» **REQUIRED WORK**
Across the entries below, how many lines have the word "JACQUES" in them? Respond with only the number.
|---|
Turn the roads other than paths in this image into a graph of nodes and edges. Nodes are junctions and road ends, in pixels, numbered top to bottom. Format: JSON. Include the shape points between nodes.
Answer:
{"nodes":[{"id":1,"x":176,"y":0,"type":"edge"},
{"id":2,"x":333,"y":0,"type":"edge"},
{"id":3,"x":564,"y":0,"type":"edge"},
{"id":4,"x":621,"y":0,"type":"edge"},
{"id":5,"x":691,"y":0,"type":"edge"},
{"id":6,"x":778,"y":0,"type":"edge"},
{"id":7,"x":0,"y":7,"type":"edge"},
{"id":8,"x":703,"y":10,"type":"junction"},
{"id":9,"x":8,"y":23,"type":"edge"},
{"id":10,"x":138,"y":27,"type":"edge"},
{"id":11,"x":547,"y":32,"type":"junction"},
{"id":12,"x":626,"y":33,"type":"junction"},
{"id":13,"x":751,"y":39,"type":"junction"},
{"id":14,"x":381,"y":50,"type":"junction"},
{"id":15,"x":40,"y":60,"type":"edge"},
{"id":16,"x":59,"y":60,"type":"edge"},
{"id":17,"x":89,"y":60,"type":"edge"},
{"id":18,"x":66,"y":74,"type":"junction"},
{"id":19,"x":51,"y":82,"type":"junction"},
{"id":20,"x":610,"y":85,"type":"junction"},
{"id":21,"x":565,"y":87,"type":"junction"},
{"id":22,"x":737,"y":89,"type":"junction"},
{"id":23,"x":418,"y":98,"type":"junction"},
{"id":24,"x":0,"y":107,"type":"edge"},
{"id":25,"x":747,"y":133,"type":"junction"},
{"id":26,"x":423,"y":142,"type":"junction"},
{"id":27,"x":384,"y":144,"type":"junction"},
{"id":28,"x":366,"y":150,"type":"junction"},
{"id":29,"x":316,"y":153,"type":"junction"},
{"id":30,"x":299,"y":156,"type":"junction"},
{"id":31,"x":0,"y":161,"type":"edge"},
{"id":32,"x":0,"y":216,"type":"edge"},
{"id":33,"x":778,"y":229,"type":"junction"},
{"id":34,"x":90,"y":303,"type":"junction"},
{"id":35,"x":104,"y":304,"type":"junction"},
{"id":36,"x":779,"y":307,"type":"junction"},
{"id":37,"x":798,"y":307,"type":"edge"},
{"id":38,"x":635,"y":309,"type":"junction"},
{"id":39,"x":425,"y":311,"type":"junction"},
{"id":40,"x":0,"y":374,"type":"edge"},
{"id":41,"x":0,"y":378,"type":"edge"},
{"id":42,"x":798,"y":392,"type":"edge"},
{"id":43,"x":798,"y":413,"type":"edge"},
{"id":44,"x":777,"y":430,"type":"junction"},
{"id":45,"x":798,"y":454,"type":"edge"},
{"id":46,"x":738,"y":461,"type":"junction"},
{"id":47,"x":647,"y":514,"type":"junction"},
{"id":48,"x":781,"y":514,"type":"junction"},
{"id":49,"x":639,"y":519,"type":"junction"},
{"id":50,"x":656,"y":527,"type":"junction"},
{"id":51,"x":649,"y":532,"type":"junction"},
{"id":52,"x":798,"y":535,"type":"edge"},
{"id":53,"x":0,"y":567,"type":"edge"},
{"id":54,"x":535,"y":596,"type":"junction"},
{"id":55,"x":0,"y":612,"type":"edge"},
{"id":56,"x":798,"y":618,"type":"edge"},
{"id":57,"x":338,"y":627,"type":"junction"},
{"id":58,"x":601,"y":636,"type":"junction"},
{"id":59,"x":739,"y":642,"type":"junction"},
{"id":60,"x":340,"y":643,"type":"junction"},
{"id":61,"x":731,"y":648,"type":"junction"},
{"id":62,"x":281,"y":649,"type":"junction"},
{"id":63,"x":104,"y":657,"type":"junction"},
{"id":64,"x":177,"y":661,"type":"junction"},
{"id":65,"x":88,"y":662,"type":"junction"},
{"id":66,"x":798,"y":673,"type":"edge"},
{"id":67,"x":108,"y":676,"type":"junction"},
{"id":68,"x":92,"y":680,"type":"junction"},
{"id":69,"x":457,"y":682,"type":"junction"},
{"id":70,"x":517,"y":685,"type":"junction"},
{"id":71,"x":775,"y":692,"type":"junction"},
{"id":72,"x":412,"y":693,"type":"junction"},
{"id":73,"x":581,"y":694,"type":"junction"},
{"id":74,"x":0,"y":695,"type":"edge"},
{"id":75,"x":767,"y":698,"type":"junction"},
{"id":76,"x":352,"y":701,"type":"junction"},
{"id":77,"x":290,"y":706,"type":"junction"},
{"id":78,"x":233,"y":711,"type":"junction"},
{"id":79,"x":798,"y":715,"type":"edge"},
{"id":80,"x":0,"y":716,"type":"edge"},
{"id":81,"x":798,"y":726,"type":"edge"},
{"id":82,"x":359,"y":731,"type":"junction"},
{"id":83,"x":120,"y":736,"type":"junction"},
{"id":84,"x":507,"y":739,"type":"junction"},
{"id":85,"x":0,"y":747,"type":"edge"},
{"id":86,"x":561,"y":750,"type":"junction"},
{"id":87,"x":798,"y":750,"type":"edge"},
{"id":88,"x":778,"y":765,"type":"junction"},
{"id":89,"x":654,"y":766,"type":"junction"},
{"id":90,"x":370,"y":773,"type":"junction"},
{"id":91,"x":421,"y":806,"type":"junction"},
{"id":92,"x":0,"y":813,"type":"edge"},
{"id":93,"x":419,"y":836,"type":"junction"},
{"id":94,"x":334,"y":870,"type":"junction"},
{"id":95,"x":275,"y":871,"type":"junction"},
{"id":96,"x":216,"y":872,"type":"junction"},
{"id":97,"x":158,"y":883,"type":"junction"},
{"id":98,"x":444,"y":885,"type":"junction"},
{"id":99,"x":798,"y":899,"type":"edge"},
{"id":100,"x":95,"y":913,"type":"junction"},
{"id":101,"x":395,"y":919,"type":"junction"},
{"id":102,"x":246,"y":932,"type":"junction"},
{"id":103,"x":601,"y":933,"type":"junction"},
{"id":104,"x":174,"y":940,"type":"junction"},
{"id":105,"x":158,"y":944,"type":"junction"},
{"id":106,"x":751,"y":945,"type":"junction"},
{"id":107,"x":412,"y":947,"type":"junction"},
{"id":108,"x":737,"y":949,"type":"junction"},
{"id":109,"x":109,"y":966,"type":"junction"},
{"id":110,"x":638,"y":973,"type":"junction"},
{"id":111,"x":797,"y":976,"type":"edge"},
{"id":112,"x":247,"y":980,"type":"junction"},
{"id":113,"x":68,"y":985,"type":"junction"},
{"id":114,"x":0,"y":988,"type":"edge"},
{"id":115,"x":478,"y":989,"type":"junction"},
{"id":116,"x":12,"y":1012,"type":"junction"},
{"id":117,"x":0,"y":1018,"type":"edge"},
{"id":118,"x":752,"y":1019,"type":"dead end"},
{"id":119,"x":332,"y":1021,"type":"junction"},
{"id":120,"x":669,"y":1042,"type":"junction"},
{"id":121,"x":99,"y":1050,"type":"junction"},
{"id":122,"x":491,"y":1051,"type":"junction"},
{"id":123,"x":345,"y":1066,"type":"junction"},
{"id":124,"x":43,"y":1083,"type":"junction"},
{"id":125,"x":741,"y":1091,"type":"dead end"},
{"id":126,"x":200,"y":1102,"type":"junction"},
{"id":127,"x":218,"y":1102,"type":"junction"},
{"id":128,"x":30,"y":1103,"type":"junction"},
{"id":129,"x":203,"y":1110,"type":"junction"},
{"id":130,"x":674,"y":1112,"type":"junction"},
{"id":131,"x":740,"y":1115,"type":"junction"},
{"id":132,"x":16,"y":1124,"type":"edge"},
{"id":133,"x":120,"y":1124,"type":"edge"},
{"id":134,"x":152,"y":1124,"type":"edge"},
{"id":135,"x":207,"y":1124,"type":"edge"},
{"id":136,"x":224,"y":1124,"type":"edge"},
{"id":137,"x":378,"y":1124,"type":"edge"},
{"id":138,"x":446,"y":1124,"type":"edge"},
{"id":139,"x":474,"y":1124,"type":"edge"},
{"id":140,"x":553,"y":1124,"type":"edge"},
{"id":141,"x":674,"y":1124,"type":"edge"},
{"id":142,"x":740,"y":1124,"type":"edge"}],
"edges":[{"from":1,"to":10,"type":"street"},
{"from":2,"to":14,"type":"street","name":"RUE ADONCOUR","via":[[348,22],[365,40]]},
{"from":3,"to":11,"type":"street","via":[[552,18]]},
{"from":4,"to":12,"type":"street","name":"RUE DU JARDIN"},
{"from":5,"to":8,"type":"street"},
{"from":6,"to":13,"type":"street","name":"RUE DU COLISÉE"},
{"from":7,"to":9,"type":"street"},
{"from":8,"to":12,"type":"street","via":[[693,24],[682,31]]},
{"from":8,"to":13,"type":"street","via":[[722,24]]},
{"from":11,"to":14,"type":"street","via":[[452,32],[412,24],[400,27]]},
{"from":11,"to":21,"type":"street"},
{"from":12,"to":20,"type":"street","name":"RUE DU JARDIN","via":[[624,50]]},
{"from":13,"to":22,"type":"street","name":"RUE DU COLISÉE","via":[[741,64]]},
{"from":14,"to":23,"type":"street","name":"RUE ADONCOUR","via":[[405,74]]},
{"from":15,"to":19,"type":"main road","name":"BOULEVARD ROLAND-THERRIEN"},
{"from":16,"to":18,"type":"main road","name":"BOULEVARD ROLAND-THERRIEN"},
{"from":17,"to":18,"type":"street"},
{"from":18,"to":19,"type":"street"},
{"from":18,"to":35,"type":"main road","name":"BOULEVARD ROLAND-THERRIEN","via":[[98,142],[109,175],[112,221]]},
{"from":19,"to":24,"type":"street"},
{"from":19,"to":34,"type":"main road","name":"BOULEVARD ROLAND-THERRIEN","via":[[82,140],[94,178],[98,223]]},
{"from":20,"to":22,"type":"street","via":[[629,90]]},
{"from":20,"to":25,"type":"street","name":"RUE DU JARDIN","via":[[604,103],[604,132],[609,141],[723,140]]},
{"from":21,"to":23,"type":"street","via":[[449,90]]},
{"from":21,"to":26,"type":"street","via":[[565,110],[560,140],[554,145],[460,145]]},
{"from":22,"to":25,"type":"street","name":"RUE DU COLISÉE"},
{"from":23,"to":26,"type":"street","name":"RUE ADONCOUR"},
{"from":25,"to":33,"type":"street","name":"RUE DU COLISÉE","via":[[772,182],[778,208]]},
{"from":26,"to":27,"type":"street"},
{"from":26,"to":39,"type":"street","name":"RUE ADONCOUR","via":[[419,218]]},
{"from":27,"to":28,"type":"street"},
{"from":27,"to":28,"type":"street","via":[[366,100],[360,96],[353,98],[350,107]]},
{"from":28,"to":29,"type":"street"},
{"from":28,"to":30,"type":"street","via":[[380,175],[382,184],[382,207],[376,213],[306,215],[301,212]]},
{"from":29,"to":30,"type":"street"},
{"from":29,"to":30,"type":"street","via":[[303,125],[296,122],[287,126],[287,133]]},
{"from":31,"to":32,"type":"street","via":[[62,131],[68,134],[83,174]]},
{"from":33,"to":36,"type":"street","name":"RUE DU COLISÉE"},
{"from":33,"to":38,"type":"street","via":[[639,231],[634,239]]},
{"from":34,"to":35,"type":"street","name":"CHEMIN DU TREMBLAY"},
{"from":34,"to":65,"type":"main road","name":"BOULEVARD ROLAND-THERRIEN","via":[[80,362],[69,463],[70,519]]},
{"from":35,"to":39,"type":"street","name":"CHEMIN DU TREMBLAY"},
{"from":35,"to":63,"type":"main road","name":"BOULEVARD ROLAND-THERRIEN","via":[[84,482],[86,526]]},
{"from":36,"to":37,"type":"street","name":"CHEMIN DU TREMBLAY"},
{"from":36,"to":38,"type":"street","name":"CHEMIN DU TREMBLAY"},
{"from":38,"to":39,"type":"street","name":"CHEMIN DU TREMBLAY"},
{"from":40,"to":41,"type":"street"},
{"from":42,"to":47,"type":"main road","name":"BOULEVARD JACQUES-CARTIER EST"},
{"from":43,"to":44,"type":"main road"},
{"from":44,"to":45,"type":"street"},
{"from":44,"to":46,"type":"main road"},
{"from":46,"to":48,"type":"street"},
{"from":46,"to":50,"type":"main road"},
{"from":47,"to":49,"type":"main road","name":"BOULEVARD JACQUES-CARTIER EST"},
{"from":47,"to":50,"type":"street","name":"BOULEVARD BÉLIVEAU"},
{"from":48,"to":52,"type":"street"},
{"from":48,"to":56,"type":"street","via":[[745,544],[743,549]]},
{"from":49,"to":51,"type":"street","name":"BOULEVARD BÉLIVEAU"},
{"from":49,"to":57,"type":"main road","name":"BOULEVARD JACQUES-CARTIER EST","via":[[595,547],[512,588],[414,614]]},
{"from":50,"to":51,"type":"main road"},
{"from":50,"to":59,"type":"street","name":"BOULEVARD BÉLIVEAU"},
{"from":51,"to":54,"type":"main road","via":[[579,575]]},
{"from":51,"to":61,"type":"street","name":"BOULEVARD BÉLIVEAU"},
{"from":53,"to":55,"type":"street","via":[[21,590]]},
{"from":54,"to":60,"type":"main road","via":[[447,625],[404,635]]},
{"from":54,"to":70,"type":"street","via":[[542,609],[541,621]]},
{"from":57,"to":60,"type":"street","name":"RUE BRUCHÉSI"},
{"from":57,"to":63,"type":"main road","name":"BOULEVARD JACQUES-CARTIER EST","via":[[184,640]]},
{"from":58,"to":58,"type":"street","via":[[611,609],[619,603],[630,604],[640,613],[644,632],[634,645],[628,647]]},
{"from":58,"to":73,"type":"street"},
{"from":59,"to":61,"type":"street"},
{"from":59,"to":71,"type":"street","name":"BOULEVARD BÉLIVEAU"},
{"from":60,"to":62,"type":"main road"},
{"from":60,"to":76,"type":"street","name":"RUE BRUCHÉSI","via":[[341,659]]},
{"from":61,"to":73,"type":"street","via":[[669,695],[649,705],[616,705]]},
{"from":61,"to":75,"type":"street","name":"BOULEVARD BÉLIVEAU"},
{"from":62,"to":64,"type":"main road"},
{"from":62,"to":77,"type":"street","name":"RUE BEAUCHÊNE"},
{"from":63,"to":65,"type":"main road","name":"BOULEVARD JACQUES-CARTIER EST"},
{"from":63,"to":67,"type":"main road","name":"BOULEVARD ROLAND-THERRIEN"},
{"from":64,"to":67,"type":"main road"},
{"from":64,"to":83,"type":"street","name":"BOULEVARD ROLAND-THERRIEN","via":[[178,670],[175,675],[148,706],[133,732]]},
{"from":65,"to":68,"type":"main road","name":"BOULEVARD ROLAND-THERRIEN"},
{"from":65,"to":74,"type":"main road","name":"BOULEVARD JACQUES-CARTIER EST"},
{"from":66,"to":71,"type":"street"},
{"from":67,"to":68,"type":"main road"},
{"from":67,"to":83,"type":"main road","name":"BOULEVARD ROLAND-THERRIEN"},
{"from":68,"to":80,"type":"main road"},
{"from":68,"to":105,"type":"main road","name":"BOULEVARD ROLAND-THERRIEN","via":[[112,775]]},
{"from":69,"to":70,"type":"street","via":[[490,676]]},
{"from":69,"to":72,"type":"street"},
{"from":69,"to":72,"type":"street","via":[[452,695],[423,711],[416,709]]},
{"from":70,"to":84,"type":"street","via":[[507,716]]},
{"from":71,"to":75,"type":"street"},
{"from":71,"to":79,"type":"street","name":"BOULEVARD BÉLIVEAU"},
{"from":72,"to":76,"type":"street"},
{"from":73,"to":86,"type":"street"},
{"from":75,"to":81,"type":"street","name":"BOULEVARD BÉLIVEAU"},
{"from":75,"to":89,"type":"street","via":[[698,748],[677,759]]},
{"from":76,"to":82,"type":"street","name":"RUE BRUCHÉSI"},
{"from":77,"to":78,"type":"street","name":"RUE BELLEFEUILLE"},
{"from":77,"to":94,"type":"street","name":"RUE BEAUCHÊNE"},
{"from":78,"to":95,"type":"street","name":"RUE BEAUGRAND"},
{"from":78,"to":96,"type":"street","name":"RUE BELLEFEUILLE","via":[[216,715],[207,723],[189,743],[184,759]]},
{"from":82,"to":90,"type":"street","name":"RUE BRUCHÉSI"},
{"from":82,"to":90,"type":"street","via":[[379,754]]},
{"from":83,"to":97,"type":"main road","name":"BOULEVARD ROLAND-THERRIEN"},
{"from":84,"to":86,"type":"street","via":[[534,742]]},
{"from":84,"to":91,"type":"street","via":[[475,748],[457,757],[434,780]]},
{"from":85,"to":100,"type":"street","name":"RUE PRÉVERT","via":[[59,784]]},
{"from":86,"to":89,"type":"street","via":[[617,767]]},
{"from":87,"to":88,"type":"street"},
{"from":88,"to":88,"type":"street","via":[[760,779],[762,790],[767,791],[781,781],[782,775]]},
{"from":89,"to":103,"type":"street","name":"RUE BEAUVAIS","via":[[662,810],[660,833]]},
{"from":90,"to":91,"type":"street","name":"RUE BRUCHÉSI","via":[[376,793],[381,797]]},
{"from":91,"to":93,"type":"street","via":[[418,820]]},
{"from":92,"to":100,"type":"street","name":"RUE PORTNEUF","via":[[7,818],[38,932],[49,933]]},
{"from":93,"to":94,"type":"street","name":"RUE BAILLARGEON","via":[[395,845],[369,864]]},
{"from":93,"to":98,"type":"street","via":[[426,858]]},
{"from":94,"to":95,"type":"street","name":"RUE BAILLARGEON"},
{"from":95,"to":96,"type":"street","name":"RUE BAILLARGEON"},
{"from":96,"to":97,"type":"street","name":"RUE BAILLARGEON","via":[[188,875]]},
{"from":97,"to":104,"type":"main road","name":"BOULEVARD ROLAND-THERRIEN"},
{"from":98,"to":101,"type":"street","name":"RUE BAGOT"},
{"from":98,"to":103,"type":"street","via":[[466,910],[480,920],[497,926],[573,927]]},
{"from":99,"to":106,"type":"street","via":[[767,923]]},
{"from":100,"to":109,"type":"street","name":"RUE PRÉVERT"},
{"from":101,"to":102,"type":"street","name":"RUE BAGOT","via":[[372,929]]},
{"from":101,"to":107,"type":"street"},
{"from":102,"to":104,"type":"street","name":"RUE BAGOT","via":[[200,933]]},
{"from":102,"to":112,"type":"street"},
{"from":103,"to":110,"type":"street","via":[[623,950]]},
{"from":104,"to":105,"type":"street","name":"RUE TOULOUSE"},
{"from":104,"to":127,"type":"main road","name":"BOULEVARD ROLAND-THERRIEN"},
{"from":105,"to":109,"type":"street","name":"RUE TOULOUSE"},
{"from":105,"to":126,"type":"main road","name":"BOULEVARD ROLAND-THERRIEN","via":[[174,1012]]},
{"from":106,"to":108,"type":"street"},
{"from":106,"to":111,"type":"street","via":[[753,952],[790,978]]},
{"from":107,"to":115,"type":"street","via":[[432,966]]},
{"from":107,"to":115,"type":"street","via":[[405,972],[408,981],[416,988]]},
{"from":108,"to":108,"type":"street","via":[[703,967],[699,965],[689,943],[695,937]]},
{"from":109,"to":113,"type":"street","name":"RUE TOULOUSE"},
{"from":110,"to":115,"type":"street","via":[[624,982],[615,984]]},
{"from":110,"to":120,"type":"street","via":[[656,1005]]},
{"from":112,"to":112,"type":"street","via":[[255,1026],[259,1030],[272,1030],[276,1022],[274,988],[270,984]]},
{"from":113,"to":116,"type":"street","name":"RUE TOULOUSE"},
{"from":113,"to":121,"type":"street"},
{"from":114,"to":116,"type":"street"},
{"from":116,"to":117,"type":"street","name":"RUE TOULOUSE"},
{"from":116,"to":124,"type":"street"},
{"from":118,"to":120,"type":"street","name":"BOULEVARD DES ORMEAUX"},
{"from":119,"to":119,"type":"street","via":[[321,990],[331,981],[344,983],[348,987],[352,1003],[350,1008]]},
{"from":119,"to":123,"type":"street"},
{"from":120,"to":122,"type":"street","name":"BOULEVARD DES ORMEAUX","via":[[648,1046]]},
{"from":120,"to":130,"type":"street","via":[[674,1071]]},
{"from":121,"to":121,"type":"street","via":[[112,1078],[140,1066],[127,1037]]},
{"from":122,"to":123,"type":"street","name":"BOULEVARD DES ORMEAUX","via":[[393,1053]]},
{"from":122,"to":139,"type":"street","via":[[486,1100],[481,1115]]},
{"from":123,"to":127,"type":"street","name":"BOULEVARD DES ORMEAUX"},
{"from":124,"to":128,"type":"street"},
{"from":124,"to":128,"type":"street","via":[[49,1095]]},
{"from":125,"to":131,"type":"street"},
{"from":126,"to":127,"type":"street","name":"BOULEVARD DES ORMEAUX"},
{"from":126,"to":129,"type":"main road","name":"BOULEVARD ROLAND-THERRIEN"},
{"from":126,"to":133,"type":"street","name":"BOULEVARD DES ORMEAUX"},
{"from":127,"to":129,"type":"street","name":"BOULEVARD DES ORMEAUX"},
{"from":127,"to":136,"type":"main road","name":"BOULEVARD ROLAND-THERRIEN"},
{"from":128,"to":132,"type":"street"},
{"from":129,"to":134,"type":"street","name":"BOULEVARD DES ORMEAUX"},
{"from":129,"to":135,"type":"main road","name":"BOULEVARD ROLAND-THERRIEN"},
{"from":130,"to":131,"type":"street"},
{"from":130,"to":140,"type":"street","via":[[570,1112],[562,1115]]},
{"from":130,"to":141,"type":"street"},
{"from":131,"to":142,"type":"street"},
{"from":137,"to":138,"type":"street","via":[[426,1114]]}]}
|---|
» **TASK ANSWER**
6